WHAT THE TASK ASKS -> The answer must be a single number: how many lines in the entries below contain the word "dead".

Saved data entries:
────────────────────

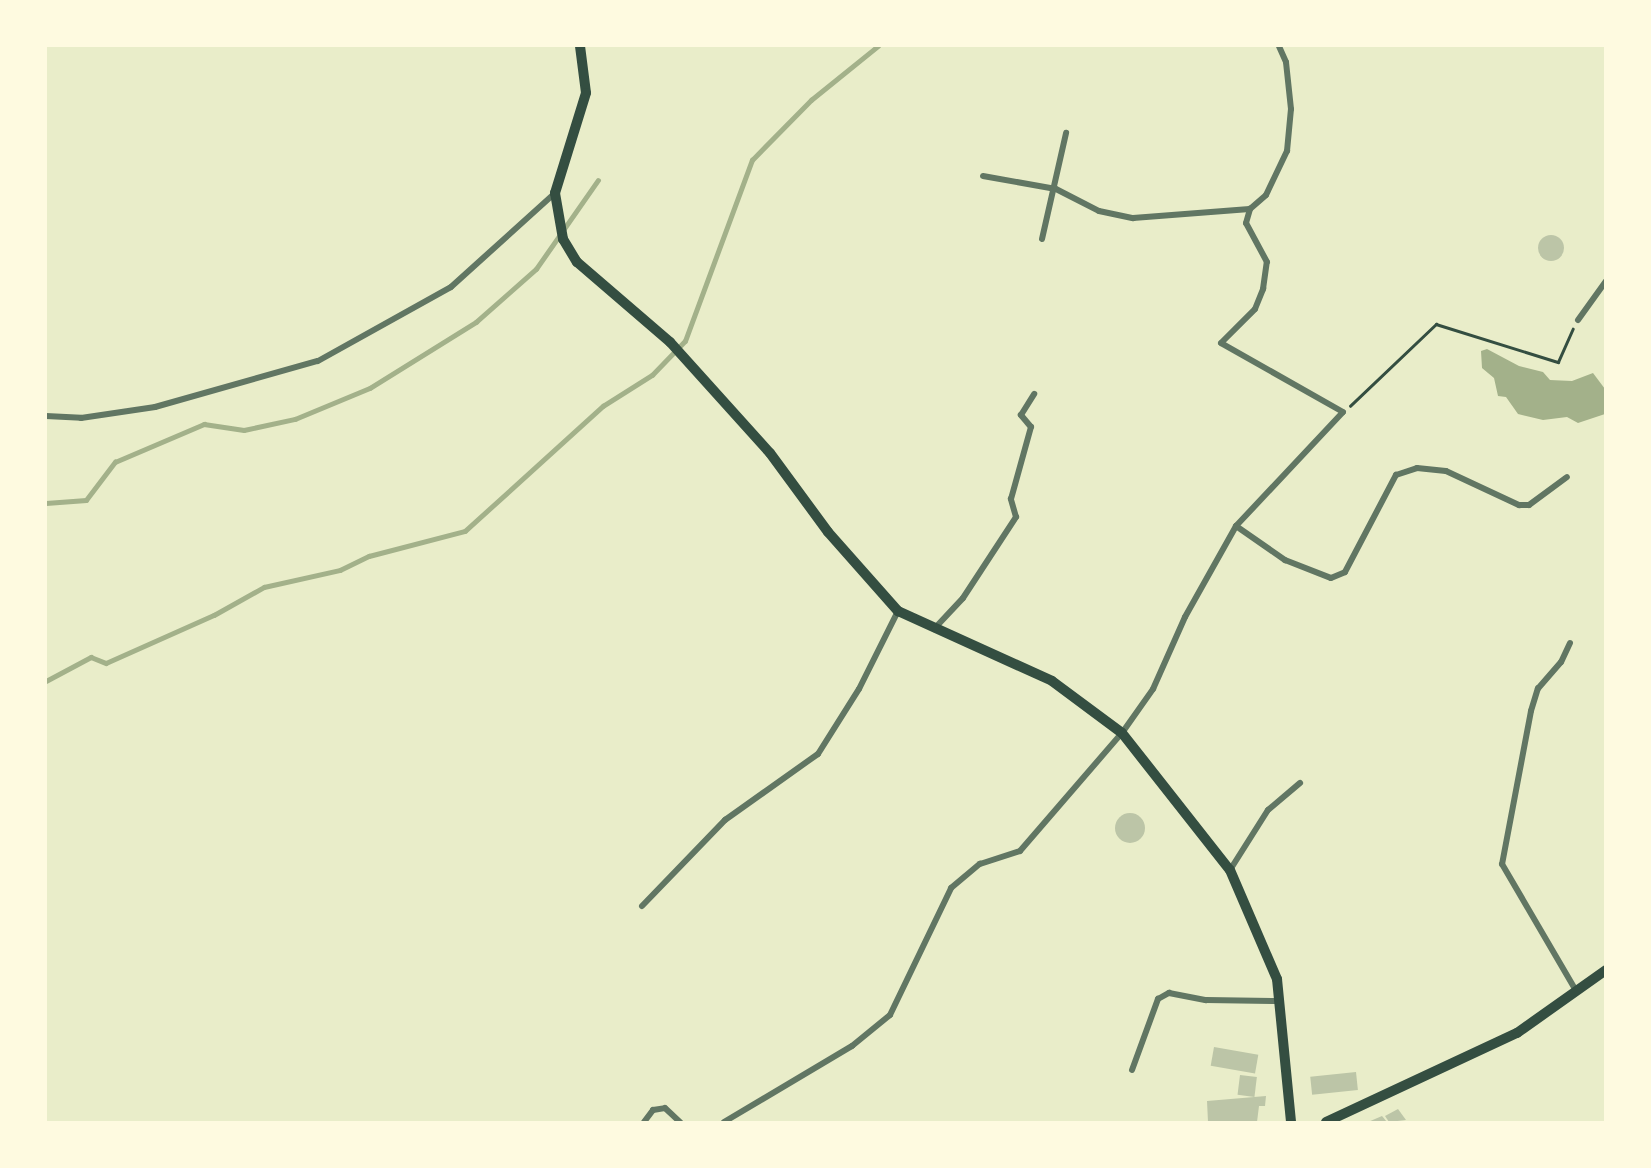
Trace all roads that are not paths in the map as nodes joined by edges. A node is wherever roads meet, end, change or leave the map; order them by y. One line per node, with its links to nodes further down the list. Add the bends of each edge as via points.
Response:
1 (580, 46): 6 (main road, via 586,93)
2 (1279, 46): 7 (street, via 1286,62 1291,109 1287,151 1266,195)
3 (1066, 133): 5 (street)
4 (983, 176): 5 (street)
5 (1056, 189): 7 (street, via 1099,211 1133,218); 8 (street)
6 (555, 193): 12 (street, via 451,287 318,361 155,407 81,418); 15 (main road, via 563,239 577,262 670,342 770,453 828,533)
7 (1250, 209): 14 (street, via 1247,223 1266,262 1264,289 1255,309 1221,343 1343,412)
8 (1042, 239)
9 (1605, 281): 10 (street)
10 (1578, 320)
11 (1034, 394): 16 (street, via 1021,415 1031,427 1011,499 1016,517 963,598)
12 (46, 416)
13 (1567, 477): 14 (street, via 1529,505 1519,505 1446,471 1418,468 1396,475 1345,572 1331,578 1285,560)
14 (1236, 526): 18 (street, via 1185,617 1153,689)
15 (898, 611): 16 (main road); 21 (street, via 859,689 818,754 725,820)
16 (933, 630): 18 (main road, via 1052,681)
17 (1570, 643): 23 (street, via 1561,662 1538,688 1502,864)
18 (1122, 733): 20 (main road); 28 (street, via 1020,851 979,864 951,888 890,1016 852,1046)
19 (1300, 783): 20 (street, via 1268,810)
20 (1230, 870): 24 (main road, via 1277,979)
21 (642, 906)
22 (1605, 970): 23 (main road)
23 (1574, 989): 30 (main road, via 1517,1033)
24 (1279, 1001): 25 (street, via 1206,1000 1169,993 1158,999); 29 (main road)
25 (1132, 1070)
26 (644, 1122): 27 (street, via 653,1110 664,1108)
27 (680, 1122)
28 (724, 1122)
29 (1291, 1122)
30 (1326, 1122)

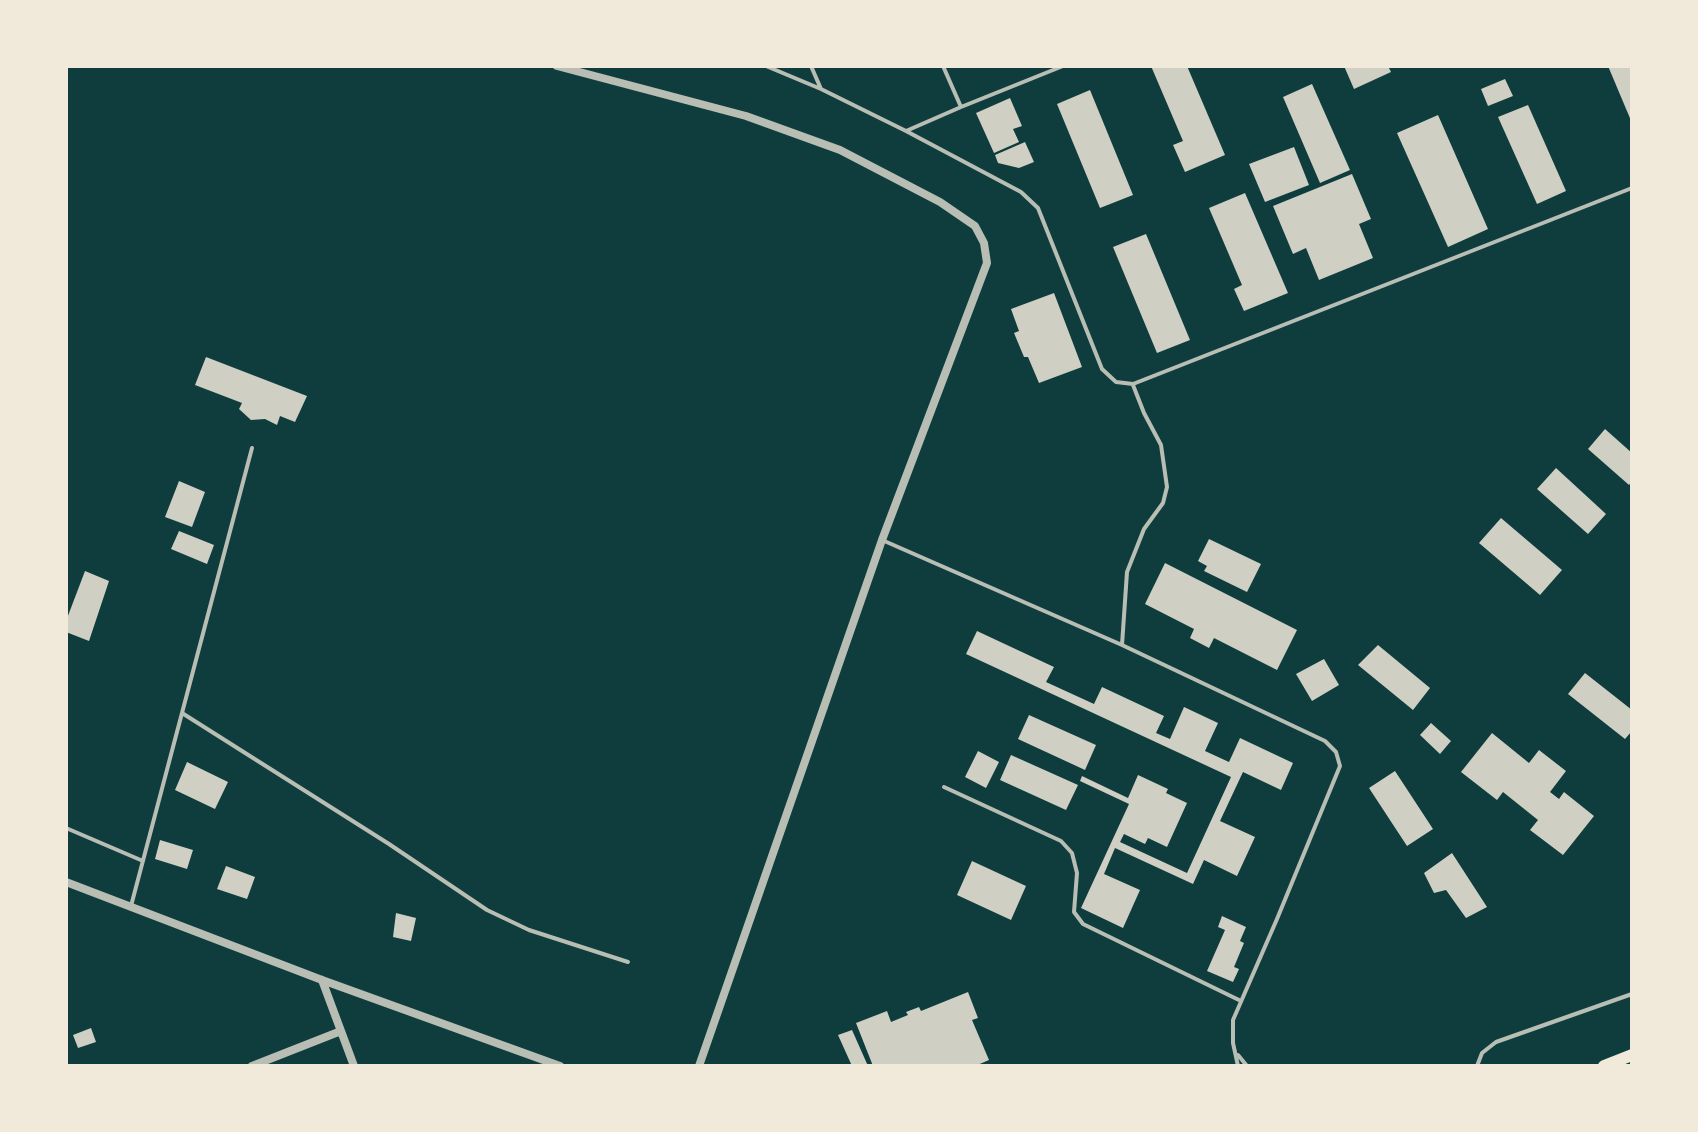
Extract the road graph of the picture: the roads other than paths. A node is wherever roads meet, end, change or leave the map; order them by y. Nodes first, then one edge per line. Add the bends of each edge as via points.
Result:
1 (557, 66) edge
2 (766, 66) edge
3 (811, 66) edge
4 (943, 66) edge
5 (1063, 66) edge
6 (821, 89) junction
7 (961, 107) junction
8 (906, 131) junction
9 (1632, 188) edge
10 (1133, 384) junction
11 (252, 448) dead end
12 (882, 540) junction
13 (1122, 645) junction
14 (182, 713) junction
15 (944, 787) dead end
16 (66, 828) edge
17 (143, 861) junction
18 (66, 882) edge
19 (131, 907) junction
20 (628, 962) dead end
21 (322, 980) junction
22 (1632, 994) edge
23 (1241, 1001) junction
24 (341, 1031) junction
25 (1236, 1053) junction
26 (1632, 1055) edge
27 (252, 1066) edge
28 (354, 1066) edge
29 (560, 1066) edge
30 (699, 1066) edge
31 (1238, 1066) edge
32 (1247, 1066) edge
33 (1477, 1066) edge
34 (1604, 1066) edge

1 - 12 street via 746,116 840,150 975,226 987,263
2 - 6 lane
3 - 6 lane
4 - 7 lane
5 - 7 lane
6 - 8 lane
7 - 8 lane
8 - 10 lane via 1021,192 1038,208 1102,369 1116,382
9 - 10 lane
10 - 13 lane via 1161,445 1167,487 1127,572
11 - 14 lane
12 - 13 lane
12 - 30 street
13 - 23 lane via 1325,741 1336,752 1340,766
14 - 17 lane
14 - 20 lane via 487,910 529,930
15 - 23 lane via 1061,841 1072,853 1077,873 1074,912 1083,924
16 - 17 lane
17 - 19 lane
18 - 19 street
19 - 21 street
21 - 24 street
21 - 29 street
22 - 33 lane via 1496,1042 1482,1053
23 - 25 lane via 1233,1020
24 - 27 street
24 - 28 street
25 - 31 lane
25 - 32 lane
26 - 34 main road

────────────────────

OUTPUT OF THE EXERCISE -> 3